Who Killed 125th Street SBS: A Timeline

After years of advocacy and months of meetings, 125th Street bus riders will still be stuck with bus rides that are often slower than walking. Image: DOT

Throughout the development of the 125th Street Select Bus Service project, local elected officials and community boards never came out in support of actual bus improvements. Instead, they cloaked their opposition in concerns about “process.” Following yesterday’s announcement from the MTA and NYC DOT that they will no longer pursue Select Bus Service on 125th Street, now is a good time to review that process.

Here is a timeline of events, from initial advocacy to the end of SBS on 125th Street. Which parts look broken to you?

  • Summer 2011: WE ACT for Environmental Justice launches its Transit Riders Action Committee (TRAC) in response to fare hikes. Reaching out to neighborhood riders at bus stops and subway platforms, TRAC decides to make better bus trips on 125th Street one of its priorities.
  • Spring 2012: TRAC focuses its 125th Street advocacy on bringing Select Bus Service to the corridor.
  • September 19, 2012: DOT and the MTA launch the 125th Street SBS project with a public workshop sponsored by elected officials and all three community boards to identify problems on 125th Street and solicit feedback on how SBS measures could be implemented.
  • October 11, 2012: DOT and the MTA announce that SBS routes on 125th Street and Webster Avenue in the Bronx, as well as buses in Queens, will tie into a comprehensive plan for improved access to LaGuardia Airport. (Only 10 percent of M60 riders are airport-bound.)
  • November 28, 2012: The project’s Community Advisory Committee (CAC), which included elected officials, business interests, transit advocates, and community boards, holds its first meeting. The project team provides updates on its parking and traffic analysis, and merchant and shopper surveys. After the meeting, WE ACT’s Jake Carlson tells Streetsblog that he is concerned about the role of community input in the planning process.
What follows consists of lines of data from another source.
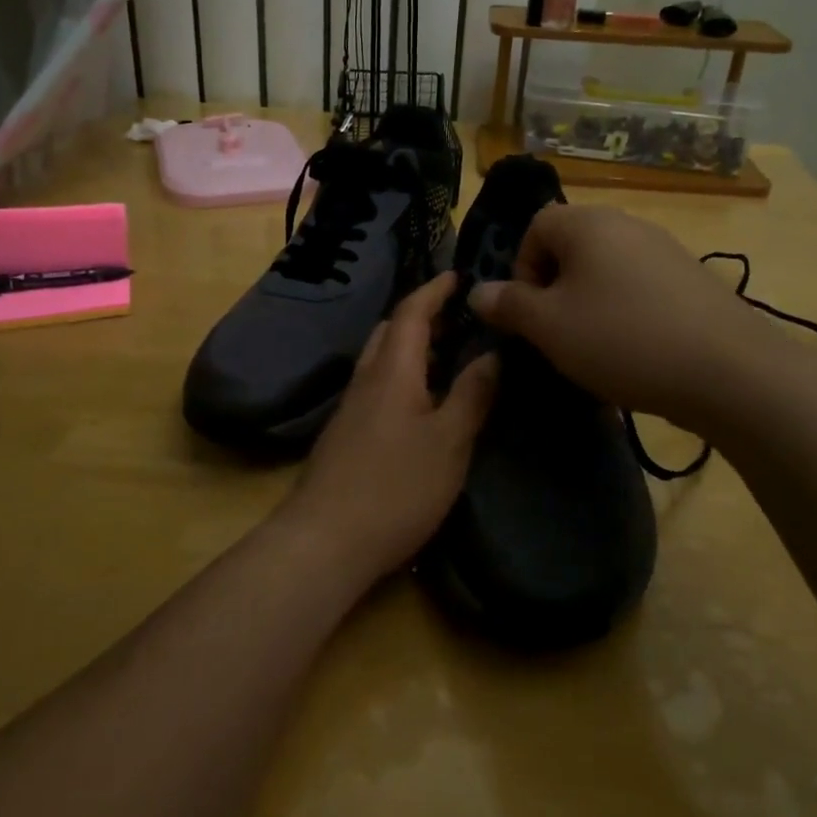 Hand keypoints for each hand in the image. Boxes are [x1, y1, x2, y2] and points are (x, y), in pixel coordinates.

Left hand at [278, 273, 499, 581]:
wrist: (325, 541)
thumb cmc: (395, 487)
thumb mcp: (449, 442)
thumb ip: (471, 395)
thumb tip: (492, 354)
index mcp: (392, 371)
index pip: (411, 313)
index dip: (433, 290)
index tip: (457, 275)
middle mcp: (366, 381)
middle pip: (390, 332)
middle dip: (422, 317)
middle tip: (457, 319)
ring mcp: (350, 410)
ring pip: (381, 361)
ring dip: (411, 348)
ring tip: (447, 358)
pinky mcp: (345, 437)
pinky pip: (376, 387)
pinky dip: (402, 377)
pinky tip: (421, 405)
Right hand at [467, 203, 750, 428]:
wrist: (728, 370)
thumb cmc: (621, 339)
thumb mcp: (549, 327)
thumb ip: (509, 305)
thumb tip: (478, 291)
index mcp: (587, 223)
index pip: (535, 227)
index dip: (522, 269)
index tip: (530, 314)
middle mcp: (627, 224)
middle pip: (572, 247)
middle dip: (555, 290)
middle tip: (558, 334)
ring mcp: (666, 249)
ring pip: (606, 270)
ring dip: (589, 304)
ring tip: (595, 349)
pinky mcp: (692, 279)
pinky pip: (640, 288)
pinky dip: (626, 313)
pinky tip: (636, 352) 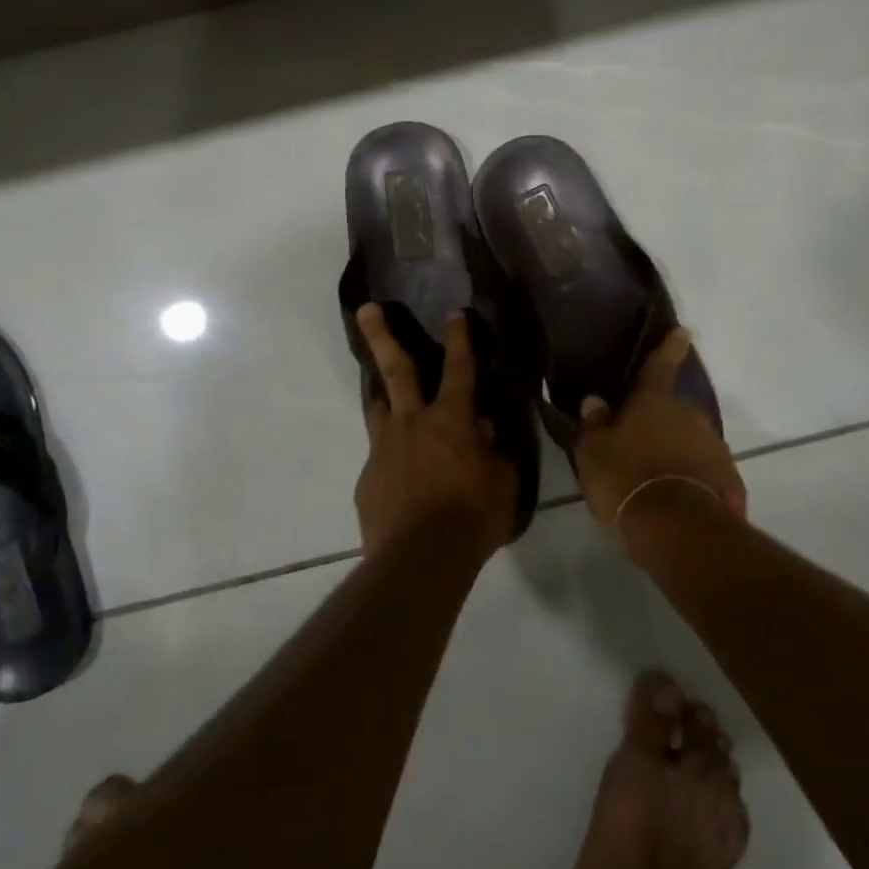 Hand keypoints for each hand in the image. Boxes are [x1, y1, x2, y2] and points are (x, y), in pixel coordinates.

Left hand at [353, 303, 516, 561]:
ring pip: (379, 409)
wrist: (419, 559)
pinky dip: (391, 459)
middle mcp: (412, 423)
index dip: (459, 339)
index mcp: (451, 419)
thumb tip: (482, 432)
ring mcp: (384, 449)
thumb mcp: (502, 483)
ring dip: (382, 397)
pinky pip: (380, 458)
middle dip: (382, 336)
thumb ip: (493, 452)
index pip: (459, 368)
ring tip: (382, 394)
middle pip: (397, 369)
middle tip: (366, 309)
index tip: (454, 313)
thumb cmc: (472, 517)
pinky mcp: (367, 479)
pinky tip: (400, 481)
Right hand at [574, 328, 747, 535]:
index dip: (669, 347)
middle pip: (676, 408)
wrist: (678, 528)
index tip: (683, 331)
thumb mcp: (593, 452)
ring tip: (658, 471)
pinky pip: (706, 470)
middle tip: (644, 434)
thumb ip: (595, 424)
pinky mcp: (730, 479)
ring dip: (678, 448)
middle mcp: (689, 415)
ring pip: (693, 438)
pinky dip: (694, 476)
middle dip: (663, 416)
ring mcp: (714, 446)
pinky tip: (678, 495)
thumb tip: (595, 401)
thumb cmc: (626, 478)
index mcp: (654, 401)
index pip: (660, 365) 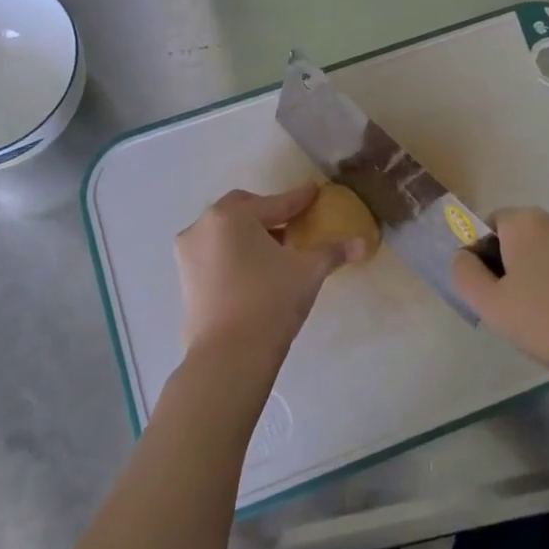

  • December 3, 2012: The second public workshop is held.
  • January 17, 2013: The project team hosts a walking tour of 125th Street with more than 50 people to gather feedback.
  • January 23, 2013: The CAC meets for a second time. The project team provides the results of its parking, traffic, shopper, and merchant surveys, and unveils its proposed locations for bus stops, dedicated lanes, and turn restrictions.
  • February 1, 2013: The project team hosts a tour of SBS on First and Second Avenues, which received upgrades in East Harlem in Fall 2012.
  • March 18, 2013: The CAC meets for its third and final time. The project team proposes locations for curb extensions and bus bulbs, and solicits feedback on parking regulations.
  • March 2013: The project team presents the plan to Community Boards 9, 10, and 11. CB 11 is the only board to pass a resolution in support.
  • March 20, 2013: Council Member Bill Perkins sends a letter to DOT claiming that the agency isn’t listening to public input, but he does not cite examples of what is being ignored. Perkins claims that feedback from other SBS lines in the city “indicated dissatisfaction and even failure.” He asks the agency to “slow down” and present “alternative plans and proposals,” but does not come out in favor of any bus improvements himself.
  • April 9, 2013: A third public workshop is held.
  • May 23, 2013: Perkins hosts an “emergency town hall” meeting, where DOT and the MTA announce a scaled-back plan that cuts the length of the bus lane in half and eliminates some turn restrictions. “We are definitely pleased,” Perkins’ deputy chief of staff tells Streetsblog. WE ACT says it was happy Perkins “took leadership” to host a forum, but was disappointed that the proposal shrunk.
  • June 27, 2013: The MTA and DOT host a fourth public workshop, this time on the shortened plan.
  • June 2013: The project team presents the modified plan to Community Boards 9, 10, and 11. CB 11 passes a resolution withholding support for the plan unless the MTA makes changes to the M35 bus to Randalls Island. The M35 does not run on 125th Street, but the community board has long sought to re-route it.
  • July 9, 2013: CB 11 member Brodie Enoch, who voted against the anti-SBS resolution, tells Streetsblog he is afraid the MTA and DOT will scrap the SBS plan.
  • July 16, 2013: Without community board support, and facing opposition from key elected officials, MTA and DOT cancel SBS plans for 125th, but leave the door open for some improvements. City Council Member Robert Jackson says he is “pleased” with the decision and called for a comprehensive study of 125th Street, but would not come out in support of specific bus improvements. Perkins claims he actually supports SBS improvements. “We stand with Senator Perkins in calling for a comprehensive planning process,” WE ACT’s Jake Carlson said.